◆ **WORK REQUEST**: Reproduce each entry below exactly as it appears.
+ + + + +
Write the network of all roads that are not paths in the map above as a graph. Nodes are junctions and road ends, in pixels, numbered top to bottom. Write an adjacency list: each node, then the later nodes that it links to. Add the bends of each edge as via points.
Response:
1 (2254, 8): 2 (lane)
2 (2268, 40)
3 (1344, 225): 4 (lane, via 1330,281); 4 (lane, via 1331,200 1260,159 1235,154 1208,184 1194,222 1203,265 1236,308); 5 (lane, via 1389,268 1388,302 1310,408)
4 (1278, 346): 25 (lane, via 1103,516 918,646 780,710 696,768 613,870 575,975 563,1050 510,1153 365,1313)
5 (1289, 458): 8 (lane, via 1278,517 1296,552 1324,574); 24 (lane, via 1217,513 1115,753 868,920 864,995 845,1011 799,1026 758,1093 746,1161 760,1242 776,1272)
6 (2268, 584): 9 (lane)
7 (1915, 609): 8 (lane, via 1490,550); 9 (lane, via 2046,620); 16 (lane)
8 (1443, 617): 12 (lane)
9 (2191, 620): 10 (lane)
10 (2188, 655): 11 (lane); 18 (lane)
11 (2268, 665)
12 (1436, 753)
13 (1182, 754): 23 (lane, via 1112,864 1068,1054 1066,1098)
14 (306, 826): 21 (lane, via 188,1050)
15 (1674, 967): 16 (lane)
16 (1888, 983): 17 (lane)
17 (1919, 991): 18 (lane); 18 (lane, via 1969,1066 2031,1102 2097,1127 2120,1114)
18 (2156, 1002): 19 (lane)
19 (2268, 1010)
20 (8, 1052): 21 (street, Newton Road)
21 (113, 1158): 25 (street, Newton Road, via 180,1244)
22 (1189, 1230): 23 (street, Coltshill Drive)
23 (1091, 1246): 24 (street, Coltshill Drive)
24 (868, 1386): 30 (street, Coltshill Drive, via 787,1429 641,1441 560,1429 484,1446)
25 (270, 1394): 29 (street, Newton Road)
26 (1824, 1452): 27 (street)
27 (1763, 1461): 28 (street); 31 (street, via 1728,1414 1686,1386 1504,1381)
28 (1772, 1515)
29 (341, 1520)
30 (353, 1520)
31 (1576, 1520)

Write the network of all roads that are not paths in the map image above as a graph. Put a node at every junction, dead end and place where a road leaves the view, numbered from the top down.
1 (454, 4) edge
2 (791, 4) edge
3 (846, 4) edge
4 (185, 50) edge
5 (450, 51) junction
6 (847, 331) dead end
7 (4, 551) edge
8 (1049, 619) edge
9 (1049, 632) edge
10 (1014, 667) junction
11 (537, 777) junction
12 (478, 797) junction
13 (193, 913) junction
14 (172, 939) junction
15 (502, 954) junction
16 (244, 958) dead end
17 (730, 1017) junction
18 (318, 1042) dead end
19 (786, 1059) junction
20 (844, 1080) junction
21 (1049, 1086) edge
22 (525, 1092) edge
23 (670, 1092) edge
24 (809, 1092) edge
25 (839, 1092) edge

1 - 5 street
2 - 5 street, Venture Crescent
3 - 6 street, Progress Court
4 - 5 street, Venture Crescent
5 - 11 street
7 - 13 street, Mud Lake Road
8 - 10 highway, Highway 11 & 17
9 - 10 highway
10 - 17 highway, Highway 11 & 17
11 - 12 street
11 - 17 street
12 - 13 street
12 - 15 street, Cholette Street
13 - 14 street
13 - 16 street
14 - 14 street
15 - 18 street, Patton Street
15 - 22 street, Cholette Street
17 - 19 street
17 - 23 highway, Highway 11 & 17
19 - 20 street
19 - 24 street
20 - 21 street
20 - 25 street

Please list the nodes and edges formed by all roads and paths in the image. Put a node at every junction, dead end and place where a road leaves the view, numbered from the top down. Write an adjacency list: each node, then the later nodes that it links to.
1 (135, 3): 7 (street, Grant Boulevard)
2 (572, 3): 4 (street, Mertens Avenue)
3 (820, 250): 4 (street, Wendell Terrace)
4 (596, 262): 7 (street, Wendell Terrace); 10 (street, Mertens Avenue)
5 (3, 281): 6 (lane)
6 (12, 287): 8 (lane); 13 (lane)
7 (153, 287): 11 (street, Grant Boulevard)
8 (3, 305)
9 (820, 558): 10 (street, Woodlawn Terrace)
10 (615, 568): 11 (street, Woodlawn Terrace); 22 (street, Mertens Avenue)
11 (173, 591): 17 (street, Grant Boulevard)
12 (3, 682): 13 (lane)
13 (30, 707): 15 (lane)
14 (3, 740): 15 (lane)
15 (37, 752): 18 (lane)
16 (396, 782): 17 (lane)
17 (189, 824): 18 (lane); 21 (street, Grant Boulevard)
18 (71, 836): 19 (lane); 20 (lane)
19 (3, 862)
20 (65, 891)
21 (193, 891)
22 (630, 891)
+ + + + +
◆ **WRITTEN ANSWER**:
Write the network of all roads that are not paths in the map above as a graph. Nodes are junctions and road ends, in pixels, numbered top to bottom. Write an adjacency list: each node, then the later nodes that it links to. Add the bends of each edge as via points.
Response:
1 (2254, 8): 2 (lane)
2 (2268, 40)
3 (1344, 225): 4 (lane, via 1330,281); 4 (lane, via 1331,200 1260,159 1235,154 1208,184 1194,222 1203,265 1236,308); 5 (lane, via 1389,268 1388,302 1310,408)
4 (1278, 346): 25 (lane, via 1103,516 918,646 780,710 696,768 613,870 575,975 563,1050 510,1153 365,1313)
5 (1289, 458): 8 (lane, via 1278,517 1296,552 1324,574); 24 (lane, via 1217,513 1115,753 868,920 864,995 845,1011 799,1026 758,1093 746,1161 760,1242 776,1272)
6 (2268, 584): 9 (lane)
7 (1915, 609): 8 (lane, via 1490,550); 9 (lane, via 2046,620); 16 (lane)
8 (1443, 617): 12 (lane)
9 (2191, 620): 10 (lane)
10 (2188, 655): 11 (lane); 18 (lane)
11 (2268, 665)
12 (1436, 753)
13 (1182, 754): 23 (lane, via 1112,864 1068,1054 1066,1098)
14 (306, 826): 21 (lane, via 188,1050)
15 (1674, 967): 16 (lane)
16 (1888, 983): 17 (lane)
17 (1919, 991): 18 (lane); 18 (lane, via 1969,1066 2031,1102 2097,1127 2120,1114)
18 (2156, 1002): 19 (lane)
19 (2268, 1010)
20 (8, 1052): 21 (street, Newton Road)
21 (113, 1158): 25 (street, Newton Road, via 180,1244)
22 (1189, 1230): 23 (street, Coltshill Drive)
23 (1091, 1246): 24 (street, Coltshill Drive)
24 (868, 1386): 30 (street, Coltshill Drive, via 787,1429 641,1441 560,1429 484,1446)
25 (270, 1394): 29 (street, Newton Road)
26 (1824, 1452): 27 (street)
27 (1763, 1461): 28 (street); 31 (street, via 1728,1414 1686,1386 1504,1381)
28 (1772, 1515)
29 (341, 1520)
30 (353, 1520)
31 (1576, 1520)

Write the network of all roads that are not paths in the map image above as a graph. Put a node at every junction, dead end and place where a road leaves the view, numbered from the top down.
1 (454, 4) edge
2 (791, 4) edge
3 (846, 4) edge
4 (185, 50) edge
5 (450, 51) junction
6 (847, 331) dead end
7 (4, 551) edge
8 (1049, 619) edge
9 (1049, 632) edge
10 (1014, 667) junction
11 (537, 777) junction
12 (478, 797) junction
13 (193, 913) junction
14 (172, 939) junction
15 (502, 954) junction
16 (244, 958) dead end
17 (730, 1017) junction
18 (318, 1042) dead end
19 (786, 1059) junction
20 (844, 1080) junction
21 (1049, 1086) edge
22 (525, 1092) edge
23 (670, 1092) edge
24 (809, 1092) edge
25 (839, 1092) edge

1 - 5 street
2 - 5 street, Venture Crescent
3 - 6 street, Progress Court
4 - 5 street, Venture Crescent
5 - 11 street
7 - 13 street, Mud Lake Road
8 - 10 highway, Highway 11 & 17
9 - 10 highway
10 - 17 highway, Highway 11 & 17
11 - 12 street
11 - 17 street
12 - 13 street
12 - 15 street, Cholette Street
13 - 14 street
13 - 16 street
14 - 14 street
15 - 18 street, Patton Street
15 - 22 street, Cholette Street
17 - 19 street
17 - 23 highway, Highway 11 & 17
19 - 20 street
19 - 24 street
20 - 21 street
20 - 25 street

Please list the nodes and edges formed by all roads and paths in the image. Put a node at every junction, dead end and place where a road leaves the view, numbered from the top down. Write an adjacency list: each node, then the later nodes that it links to.
1 (135, 3): 7 (street, Grant Boulevard)
2 (572, 3): 4 (street, Mertens Avenue)
3 (820, 250): 4 (street, Wendell Terrace)
4 (596, 262): 7 (street, Wendell Terrace); 10 (street, Mertens Avenue)
5 (3, 281): 6 (lane)
6 (12, 287): 8 (lane); 13 (lane)
7 (153, 287): 11 (street, Grant Boulevard)
8 (3, 305)
9 (820, 558): 10 (street, Woodlawn Terrace)
10 (615, 568): 11 (street, Woodlawn Terrace); 22 (street, Mertens Avenue)
11 (173, 591): 17 (street, Grant Boulevard)
12 (3, 682): 13 (lane)
13 (30, 707): 15 (lane)
14 (3, 740): 15 (lane)
15 (37, 752): 18 (lane)
16 (396, 782): 17 (lane)
17 (189, 824): 18 (lane); 21 (street, Grant Boulevard)
18 (71, 836): 19 (lane); 20 (lane)
19 (3, 862)
20 (65, 891)
21 (193, 891)
22 (630, 891)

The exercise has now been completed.